Table 4: Example Weekly Track and Field Microcycle Using VBT
Day Primary Objective Track Session Focus Strength Training Focus Key VBT Parameters Rationale
Monday Max velocity expression Max velocity sprinting, including flying sprints and wicket drills None or upper body only Not applicable High velocity neural work is prioritised while the athlete is fresh; lower body fatigue interference is avoided.
Tuesday Strength speed development Acceleration development from 0 to 30 m Lower body strength speed 0.50 to 0.75 m/s
VL ≤ 10%
Moderate force at high intent enhances RFD while preserving readiness for later sprint sessions.
Wednesday Extensive recovery Tempo running and mobility None Not applicable Promotes recovery without additional neuromuscular stress.
Thursday Maximal strength stimulus Technical acceleration or drills only Lower body maximal strength 0.15 to 0.35 m/s
VL 15 to 20%
High force stimulus is placed away from maximal velocity days to manage fatigue cost.
Friday Speed endurance and rhythm Speed endurance or submaximal sprinting Optional upper body or trunk Not applicable Lower neuromuscular cost than maximal velocity work; lower body loading is avoided.
Saturday Optional technical exposure Event specific drills or jumps None Not applicable Low load technical work only; no meaningful fatigue is introduced.
Sunday Rest None None Not applicable Full neuromuscular recovery.

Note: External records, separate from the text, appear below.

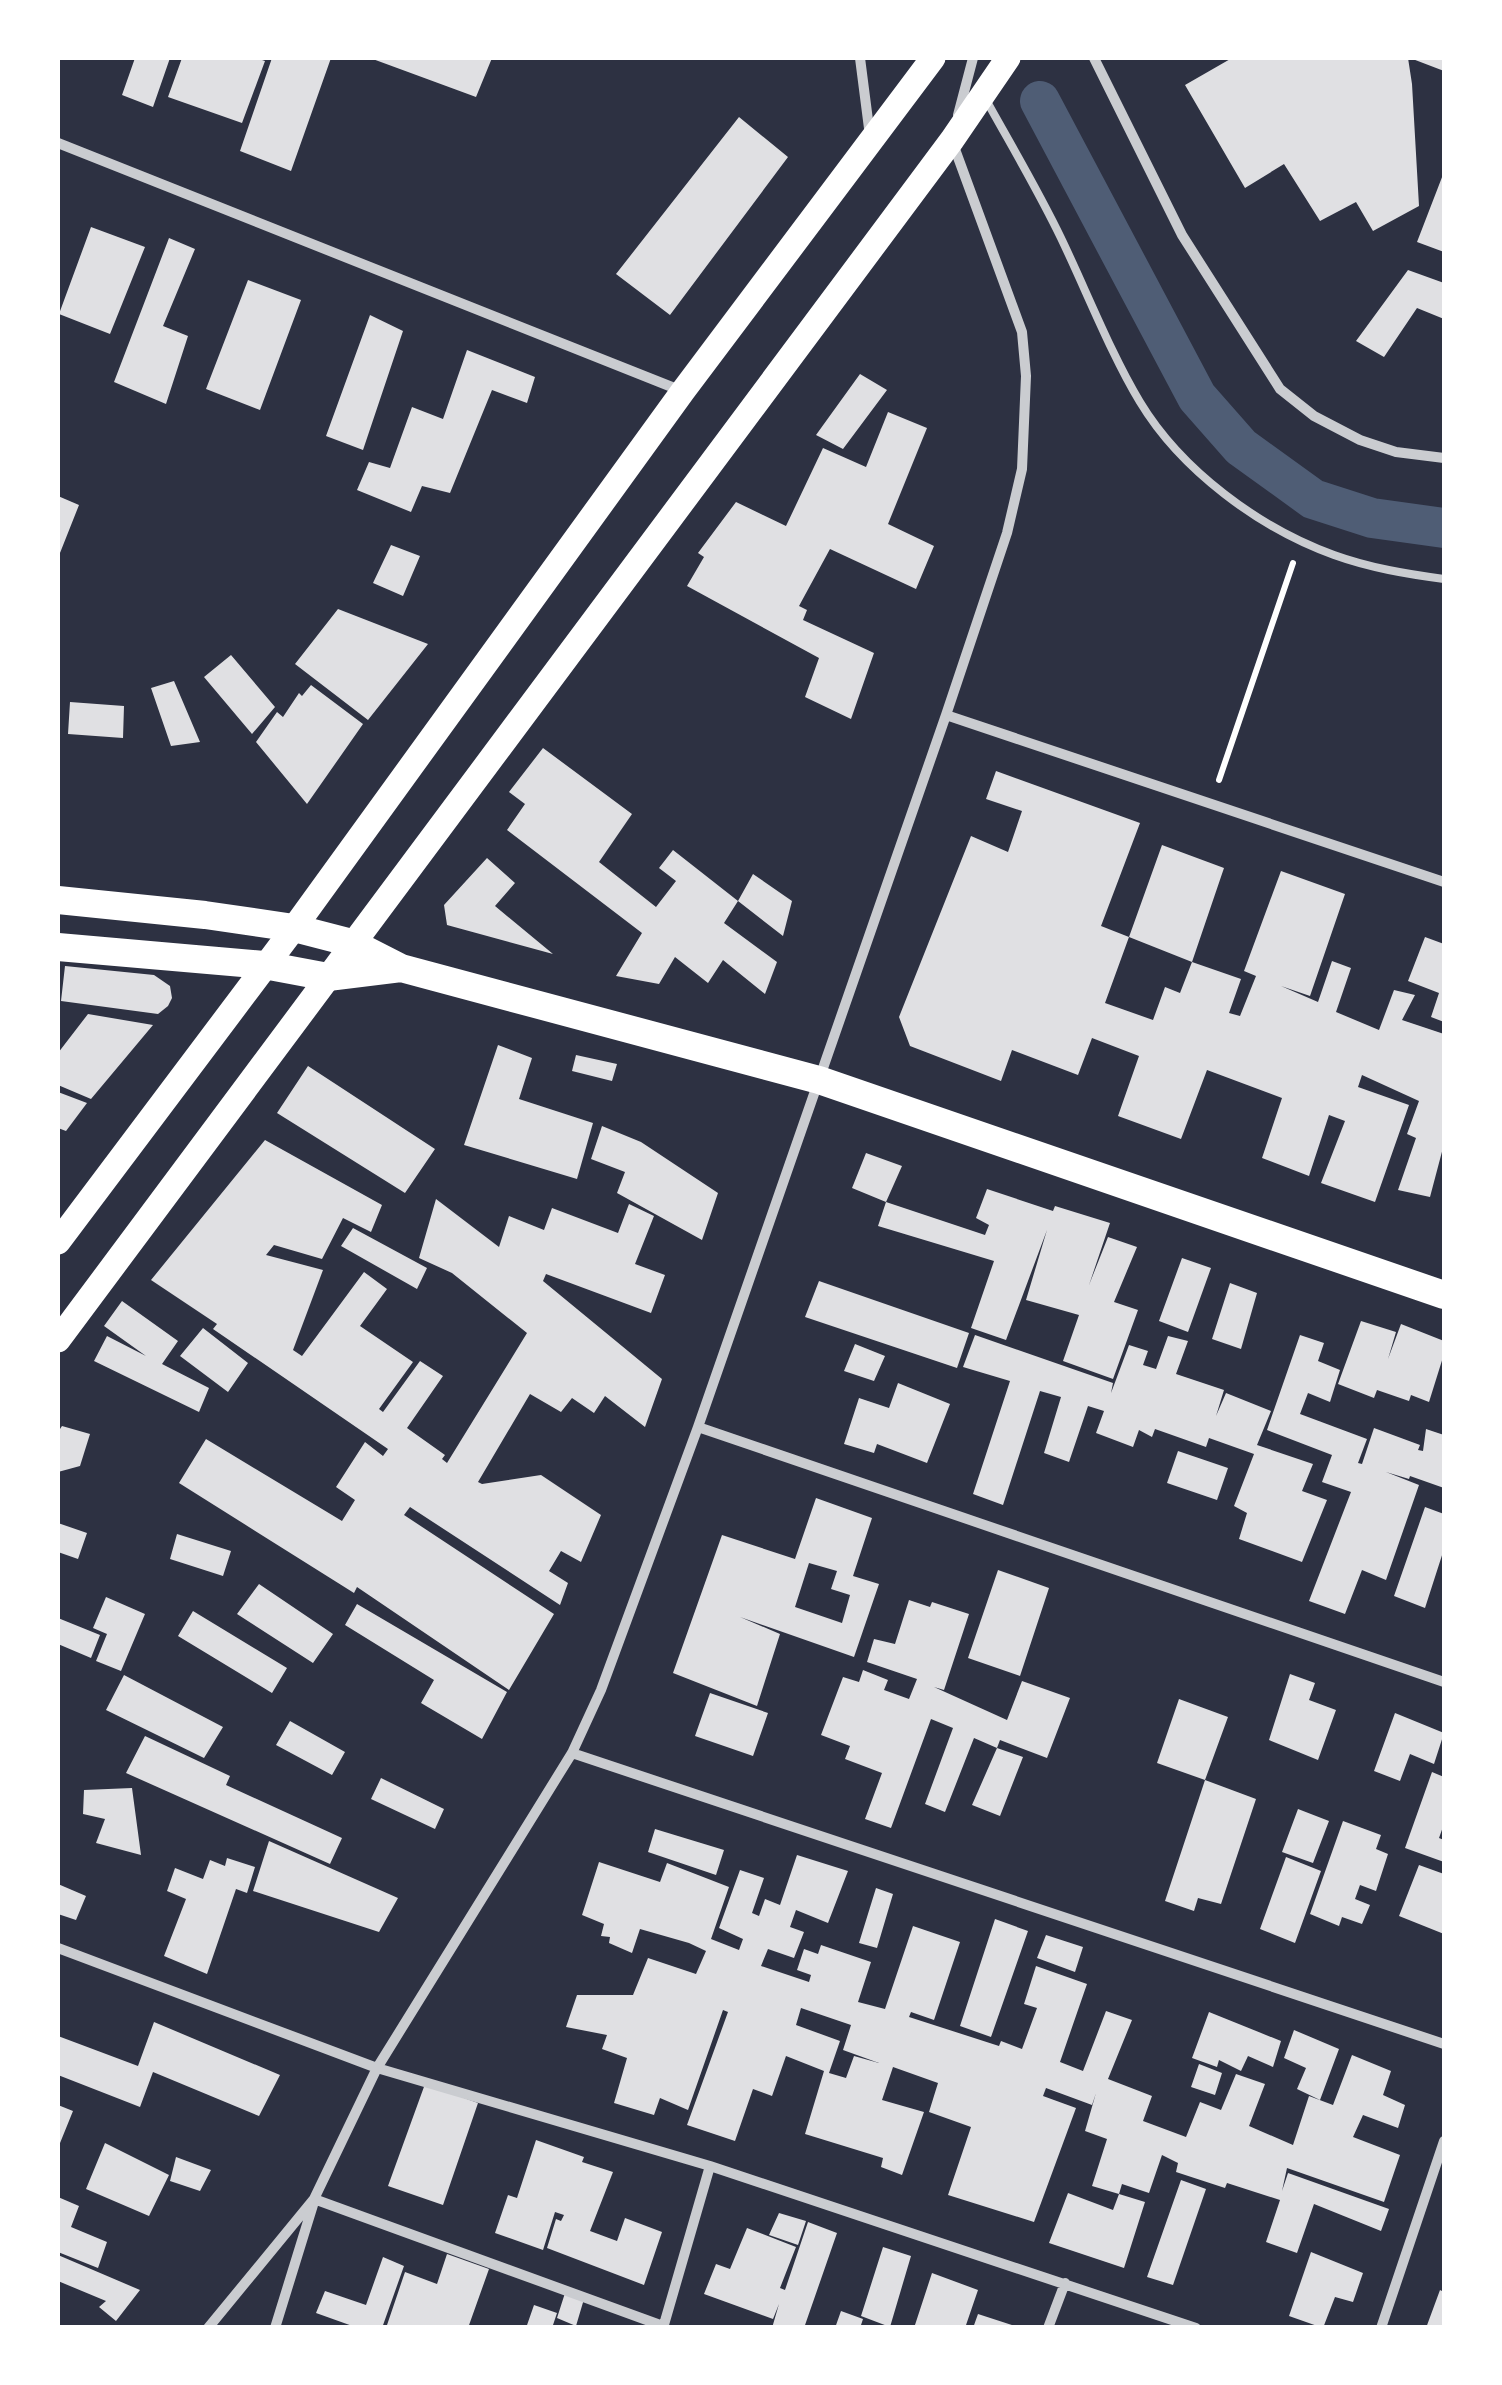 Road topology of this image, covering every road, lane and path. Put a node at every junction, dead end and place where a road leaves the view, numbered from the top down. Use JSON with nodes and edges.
{"nodes":[{"id":1,"x":860,"y":58,"type":"edge"},
{"id":2,"x":933,"y":58,"type":"edge"},
{"id":3,"x":974,"y":58,"type":"edge"},
{"id":4,"x":1008,"y":58,"type":"edge"},
{"id":5,"x":1094,"y":58,"type":"edge"},
{"id":6,"x":983,"y":94,"type":"junction"},
{"id":7,"x":952,"y":140,"type":"junction"},
{"id":8,"x":870,"y":141,"type":"junction"},
{"id":9,"x":58,"y":143,"type":"edge"},
{"id":10,"x":683,"y":391,"type":"junction"},
{"id":11,"x":1444,"y":458,"type":"edge"},
{"id":12,"x":1297,"y":552,"type":"dead end"},
{"id":13,"x":1444,"y":579,"type":"edge"},
{"id":14,"x":946,"y":715,"type":"junction"},
{"id":15,"x":1219,"y":780,"type":"dead end"},
{"id":16,"x":1444,"y":882,"type":"edge"},
{"id":17,"x":58,"y":900,"type":"edge"},
{"id":18,"x":294,"y":928,"type":"junction"},
{"id":19,"x":352,"y":943,"type":"junction"},
{"id":20,"x":58,"y":947,"type":"edge"},
{"id":21,"x":264,"y":966,"type":"junction"},
{"id":22,"x":401,"y":968,"type":"junction"},
{"id":23,"x":328,"y":977,"type":"junction"},
{"id":24,"x":820,"y":1080,"type":"junction"},
{"id":25,"x":58,"y":1242,"type":"edge"},
{"id":26,"x":1444,"y":1295,"type":"edge"},
{"id":27,"x":58,"y":1340,"type":"edge"},
{"id":28,"x":698,"y":1427,"type":"junction"},
{"id":29,"x":1444,"y":1682,"type":"edge"},
{"id":30,"x":572,"y":1753,"type":"junction"},
{"id":31,"x":58,"y":1948,"type":"edge"},
{"id":32,"x":1444,"y":2044,"type":"edge"},
{"id":33,"x":377,"y":2068,"type":"junction"},
{"id":34,"x":1444,"y":2141,"type":"edge"},
{"id":35,"x":710,"y":2166,"type":"junction"},
{"id":36,"x":314,"y":2199,"type":"junction"},
{"id":37,"x":1065,"y":2283,"type":"junction"},
{"id":38,"x":663,"y":2326,"type":"edge"},
{"id":39,"x":208,"y":2328,"type":"edge"},
{"id":40,"x":274,"y":2328,"type":"edge"},
{"id":41,"x":1048,"y":2328,"type":"edge"},
{"id":42,"x":1196,"y":2328,"type":"edge"},
{"id":43,"x":1381,"y":2328,"type":"edge"}],
"edges":[{"from":1,"to":8,"type":"street"},
{"from":2,"to":8,"type":"main road"},
{"from":3,"to":7,"type":"street"},
{"from":4,"to":6,"type":"main road"},
{"from":5,"to":11,"type":"street"},
{"from":6,"to":7,"type":"main road"},
{"from":6,"to":13,"type":"lane"},
{"from":7,"to":14,"type":"street"},
{"from":7,"to":19,"type":"main road"},
{"from":8,"to":10,"type":"main road"},
{"from":9,"to":10,"type":"street"},
{"from":10,"to":18,"type":"main road"},
{"from":12,"to":15,"type":"path"},
{"from":14,"to":16,"type":"street"},
{"from":14,"to":24,"type":"street"},
{"from":17,"to":18,"type":"highway"},
{"from":18,"to":19,"type":"highway"},
{"from":18,"to":21,"type":"main road"},
{"from":19,"to":22,"type":"highway"},
{"from":19,"to":23,"type":"main road"},
{"from":20,"to":21,"type":"highway"},
{"from":21,"to":23,"type":"highway"},
{"from":21,"to":25,"type":"main road"},
{"from":22,"to":23,"type":"highway"},
{"from":22,"to":24,"type":"highway"},
{"from":23,"to":27,"type":"main road"},
{"from":24,"to":26,"type":"highway"},
{"from":24,"to":28,"type":"street"},
{"from":28,"to":29,"type":"street"},
{"from":28,"to":30,"type":"street"},
{"from":30,"to":32,"type":"street"},
{"from":30,"to":33,"type":"street"},
{"from":31,"to":33,"type":"street"},
{"from":33,"to":35,"type":"street"},
{"from":33,"to":36,"type":"street"},
{"from":34,"to":43,"type":"street"},
{"from":35,"to":37,"type":"street"},
{"from":35,"to":38,"type":"street"},
{"from":36,"to":38,"type":"street"},
{"from":36,"to":39,"type":"street"},
{"from":36,"to":40,"type":"street"},
{"from":37,"to":41,"type":"street"},
{"from":37,"to":42,"type":"street"}]}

Limitations and Practical Considerations

While VBT enhances the precision of resistance-training prescription, it does not guarantee direct transfer to track and field performance. Improvements in barbell velocity reflect changes in neuromuscular output within constrained lifting tasks and do not fully capture the force–time characteristics, ground contact dynamics, or movement-specific coordination required in sprinting, jumping, and throwing. Furthermore, velocity measures are exercise and device-dependent, with accuracy influenced by sensor placement, movement artefact, and athlete technical proficiency. As such, VBT should be viewed as a decision-support tool rather than a standalone solution, requiring integration with event-specific technical training, appropriate exercise selection, and informed coaching judgement to maximise performance transfer.

Conclusion

Velocity-based training provides a practical and evidence-informed framework for improving the precision and effectiveness of strength training in track and field athletes. By quantifying movement velocity, VBT addresses key limitations of traditional load-based prescription, including insensitivity to daily fluctuations in performance and the inability to account for intent and fatigue. The integration of velocity zones, velocity-loss–based set termination, and autoregulated load selection allows practitioners to better align resistance training with the force–velocity and fatigue demands of sprinting, jumping, and throwing performance.

From a track and field perspective, the value of VBT lies in its capacity to enhance performance transfer while managing cumulative fatigue across complex training schedules. Lower velocity-loss thresholds and targeted velocity ranges support the preservation of movement quality and readiness for high-velocity sport-specific sessions, reducing the risk of interference between strength and technical training. Furthermore, the scalability of VBT technologies enables application across a wide range of performance contexts, from school and club environments to high-performance programs. Collectively, the evidence supports VBT as a flexible and adaptable approach to strength training that is particularly well suited to the speed–power demands of track and field.